Big Jimmy. I wonder if you know that you were my favorite person at MIT. The first year at MIT is tough for everyone and mine was no exception. Freshmen year, I lived in 4th east of East Campus and that's really how we met. When I had to stay up late at night for problem sets, I always ran into Jimmy in the hall way and he would always stop by to chat. His words, his smile, and his round huge figure cheered me up. It made me realized that I wasn't up all night alone; Jimmy was with me. Sophomore year, I moved out of East Campus to New House, so I did not get to see Jimmy often any more. From time to time I still ran into him when he hanged out with his nightwatch friends early in the morning near Burton Conner. What impresses me the most is the fact that he still remembered me after all these years. He still remembered that I once used to live in 4th East and was suffering. Jimmy has really touched so many lives and hearts. I remember thinking once that the more caring he was the more I feared that this day would come when his big but fragile body stopped to function. Jimmy had such a big heart and I really wonder if he knew he had such an impact on so many students' lives at MIT. God bless you, Jimmy. Whereever you are, you'll always be missed.

Pew Putthividhya

February 11, 2005

I graduated in 1994 and was reminiscing about Big Jimmy the week before I found out the sad news. For me and countless others he was part of the MIT experience. One of the best ones. He will be remembered fondly not only for the great person he was, but for how he touched so many of us.

Melissa Rivera

February 10, 2005

I am so sad. It seems it has been many lifetimes since I've thought much about my years at East Campus. Jimmy was a fixture for us. He knew when to turn a blind eye to our silliness (lounge pools and water fights) and when to intervene in times of real crisis. It has been 13 years since I've been to EC and I can still hear his voice calling out his usual greeting of "Stoodents!" as though he were surprised to find us there as he came through the stairwell door. The world has lost one of the truly good ones with his passing. My sincere condolences to the Roberts family.

Courtney Moriarta

February 10, 2005

Moving to MIT was a huge change for a country girl, so far from home, not knowing anyone. Then I met Big Jimmy. He was like everyone's favourite uncle. The one who would sit with you and tell you incredible stories... who somehow knew you better than you knew yourself... the one you could talk to about absolutely anything.

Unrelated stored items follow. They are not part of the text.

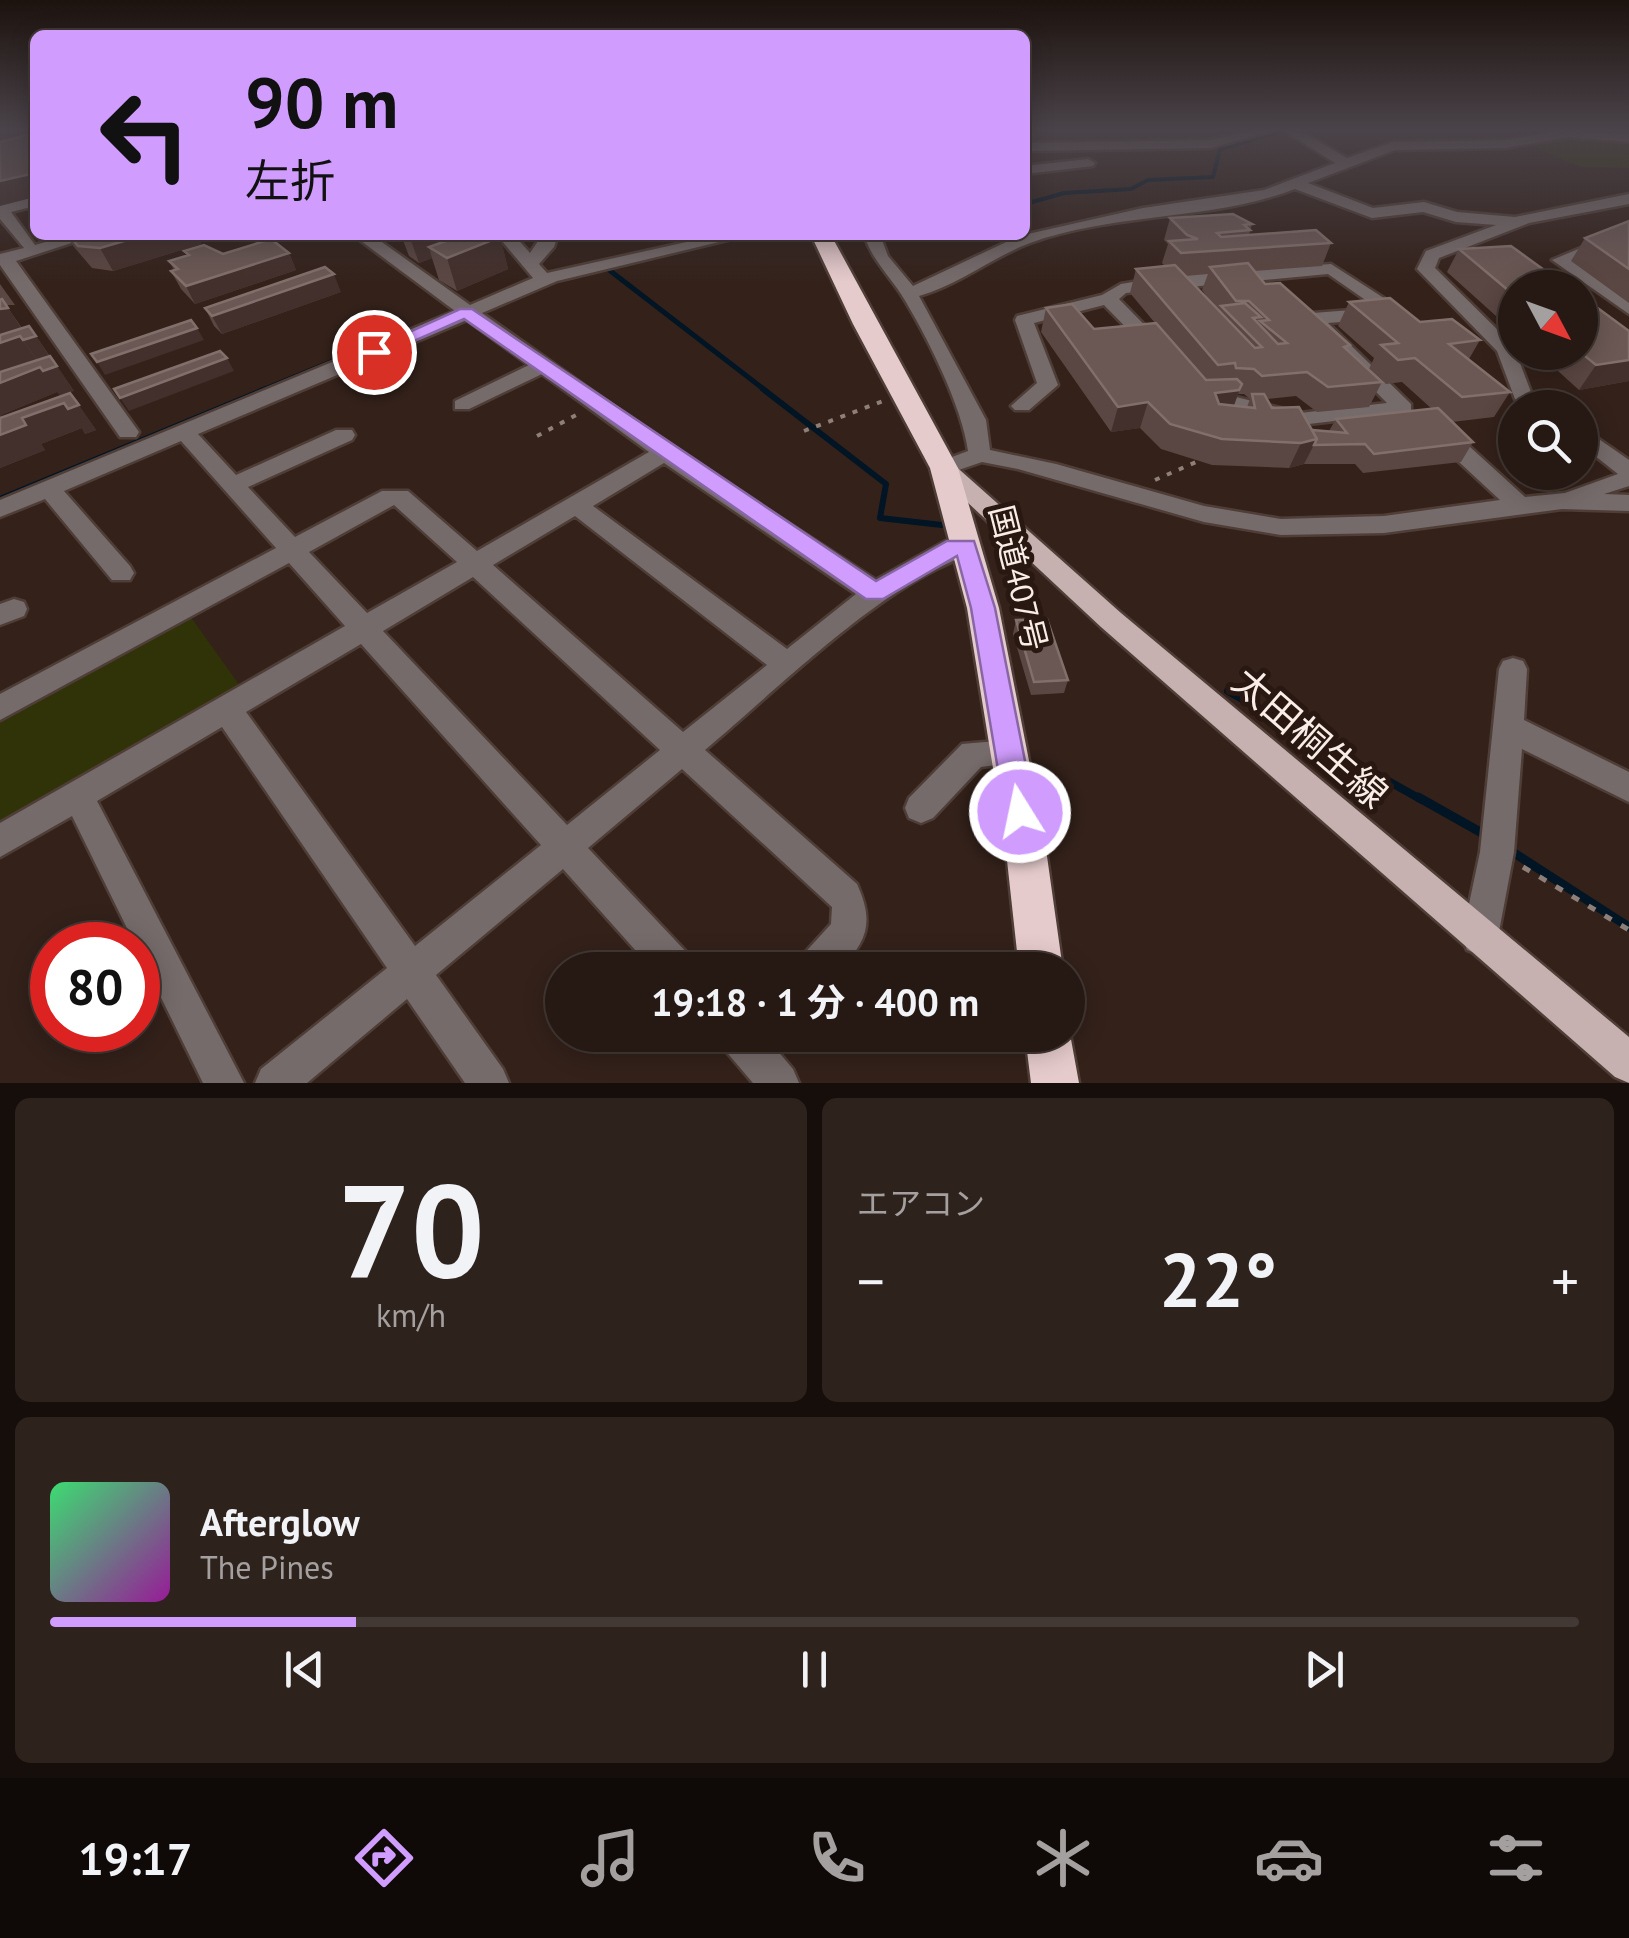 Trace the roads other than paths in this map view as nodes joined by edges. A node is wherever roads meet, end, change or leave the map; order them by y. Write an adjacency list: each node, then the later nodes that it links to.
1 (1304, 181): 2 (street)
2 (1296, 184): 6 (street); 8 (street)
3 (1629, 199): 6 (street)
4 (30, 202): 5 (street)
5 (1, 210): 18 (street)
6 (1522, 222): 30 (street)
7 (1629, 233): 27 (street)
8 (1030, 238)
9 (42, 240): 18 (street)
10 (68, 240): 20 (street)
11 (368, 240): 23 (street)
12 (508, 240): 19 (street); 21 (street)
13 (548, 240): 21 (street)
14 (682, 240): 24 (street)
15 (824, 240): 40 (highway, 国道407号)
16 (874, 240): 25 (street)
17 (1022, 240): 25 (street)
18 (27, 244): 20 (street)
19 (493, 251)
20 (2, 256): 34 (street)
21 (529, 264): 24 (street)
22 (438, 270): 23 (street)
23 (420, 277): 28 (street)
24 (544, 280): 28 (street)
25 (909, 293): 39 (street)
26 (1108, 299): 32 (street); 33 (street); 33 (street)
27 (1629, 310)
28 (466, 313): 29 (street); 35 (street)
29 (543, 366): 31 (street); 38 (street)
30 (1520, 390)
31 (462, 405)
32 (1022, 406)
33 (1404, 408): 47 (street)
34 (128, 432)
35 (184, 432): 42 (street); 43 (street)
36 (344, 435): 42 (street)
37 (1598, 448): 41 (street)
38 (666, 452): 46 (street); 53 (street)
39 (980, 455): 40 (street); 47 (street)
40 (944, 468): 49 (highway, 国道407号); 67 (main road, 太田桐生線)
41 (1629, 474): 44 (street)
42 (233, 486): 50 (street)
43 (49, 489): 48 (street); 52 (street)
44 (1557, 501): 45 (street); 47 (street)
45 (1629, 503)
46 (576, 505): 51 (street); 55 (street)
47 (1520, 506)
48 (0, 509)
49 (966, 547): 53 (street); 61 (highway, 国道407号)
50 (290, 548): 51 (street); 54 (street); 57 (street)
51 (477, 564): 54 (street); 60 (street)
52 (121, 574)
53 (875, 593): 55 (street)
54 (364, 630): 58 (street); 66 (street)
55 (787, 665): 60 (street)
56 (1513, 669): 59 (street)
57 (0, 708)
58 (228, 709): 63 (street); 71 (street)
59 (1506, 726): 62 (street); 67 (street)
60 (683, 750): 66 (street); 69 (street)
61 (1009, 753): 64 (street); 70 (highway, 国道407号)
62 (1629, 788)
63 (78, 796): 65 (street); 75 (street)
64 (921, 808)
65 (0, 841)
66 (564, 848): 68 (street); 71 (street)
67 (1480, 937): 74 (main road, 太田桐生線)
68 (661, 952)
69 (830, 952)
70 (1038, 952)
71 (411, 972): 76 (street); 77 (street)
72 (756, 1052): 78 (street)
73 (1051, 1052): 79 (highway)
74 (1629, 1063)
75 (224, 1083)
76 (275, 1083)
77 (490, 1083)
78 (779, 1083)
79 (1056, 1083) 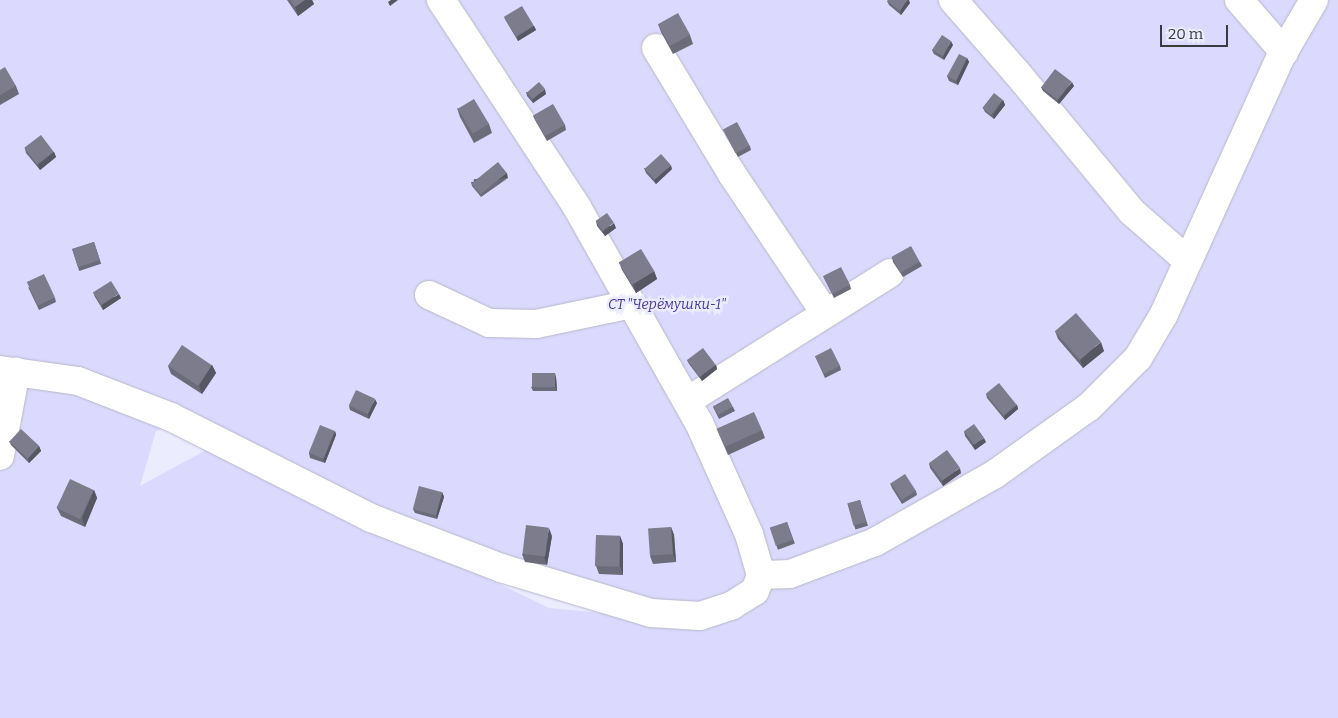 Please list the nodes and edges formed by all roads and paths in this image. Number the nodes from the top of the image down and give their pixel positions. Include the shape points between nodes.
1 (441, 0) edge
2 (953, 0) edge
3 (1239, 0) edge
4 (1314, 0) edge
5 (656, 48) dead end
6 (1284, 52) junction
7 (1188, 261) junction
8 (890, 273) dead end
9 (429, 294) dead end
10 (632, 304) junction
11 (825, 313) junction
12 (8, 370) edge
13 (687, 401) junction
14 (0, 456) edge
15 (761, 575) junction

1 - 10 street via 577,207
2 - 7 street via 1132,212
3 - 6 street
4 - 6 street
5 - 11 street via 732,174
6 - 7 street
7 - 15 street via 1164,314 1138,358 1089,407 994,474 876,542 790,574
8 - 11 street
9 - 10 street via 489,323 536,324
10 - 13 street
11 - 13 street
12 - 14 street via 6,435
12 - 15 street via 78,381 171,417 371,518 502,568 651,613 700,616 731,606 755,591
13 - 15 street via 749,534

He was a fantastic friend, a great listener, and a fabulous storyteller. In an institution bogged down by a stoic administration whose solution to nearly every problem was "re-engineering," Jimmy was what every student needed... someone who truly cared.



I have never met, nor do I think I ever will meet, anyone who has had such a tremendous positive impact on the lives of so many as Big Jimmy had.



He will be sorely missed.

Eva (Palmerton) Farbrother

February 10, 2005

I'm very sorry to hear that Big Jimmy is gone, both for his family and the "kids" at MIT who won't get to know him in the future.



He welcomed everyone, no matter their background, academic success, bad habits, or lack thereof. From the first time you met Jimmy, it seemed like you'd known each other forever, and that you'd always be a part of this grand old community. He was probably the only staff member of MIT who could make us behave, not because we were afraid he'd get us in trouble, but because we were afraid we'd get him in trouble.

Rebecca Leonardson

February 10, 2005

You are missed.

Meredith Knight

February 10, 2005

I remember Jimmy as more of a counselor than an night watchman. When I had been eaten alive and lost my way at MIT, Jimmy always lended a caring ear. He loved to keep a joke running for as long as he knew you and I was am proud to be at the butt of some of his best!

Craig Lebowitz

February 10, 2005

Big Jimmy was an amazing person that looked beyond our quirkiness and intrigues and treated us as his own kids. I am glad that everyone was able to give him such a great tribute because a person like Big Jimmy comes only once in a lifetime.

José Jiménez

February 10, 2005

Thanks for being there Big Jimmy. Thanks for letting our hall be what it was when it was. Thanks for being a part of it. You were the right amount of authority, the right amount of protection from the outside world, and an abundance of heart and caring. You can't step into the same river twice - I'm glad we were there together.

Rob Gruhl

February 10, 2005

It took me a while to put my finger on what made Big Jimmy so special, and I realized that the trouble was only that it's such a rare thing. Just this: he had love in his heart for other people, and he acted from it in his daily life. Many people aspire to this (and many more should), but find it hard in practice. For him it was easy.

Tim Stellmach

February 10, 2005

Thanks Big Jimmy. Hope and laughter were the best meds at 3am. East Campus and Senior House won't be the same without you, but you'll live forever in our memories.

Patty Palmer

February 10, 2005

It was sad to hear about Jimmy's passing but it was very uplifting to see the great out pouring of affection. Just seeing all the pictures and stories instantly transported me back to EC almost 20 years ago. While I can't recall any specific incidents with Jimmy, his presence was such that you cannot think back on him or see his face without smiling. He will be sorely missed.

Joseph Orso

February 10, 2005

I am deeply saddened to hear of the passing of Big Jimmy. I first met him during my orientation of my freshman year back in 1987. For the next 4 years I talked to him atleast once a week if not more. He always used to come by with pizza, sit and chat with us and be a good friend to all. He will be missed!!!

Ilham Ahmed

February 10, 2005

In a place that could become so impersonal and robotic at times, Big Jimmy's friendliness and interminable desire to give always brought a smile to one's face. His dedication helped people garner the strength and will to become better. He reminded us that good and caring people still exist and that our life is purposeful...

Joseángel "J" Guerrero

February 10, 2005

I loved him. He will be a memory of caring to me always.

Taylor Hayward

February 9, 2005

I can't believe Big Jimmy is gone. He made 3AM Ramen in the Runkle 4th kitchen worthwhile, and he'd always tell you to cheer up and make you feel okay about whatever your problem was.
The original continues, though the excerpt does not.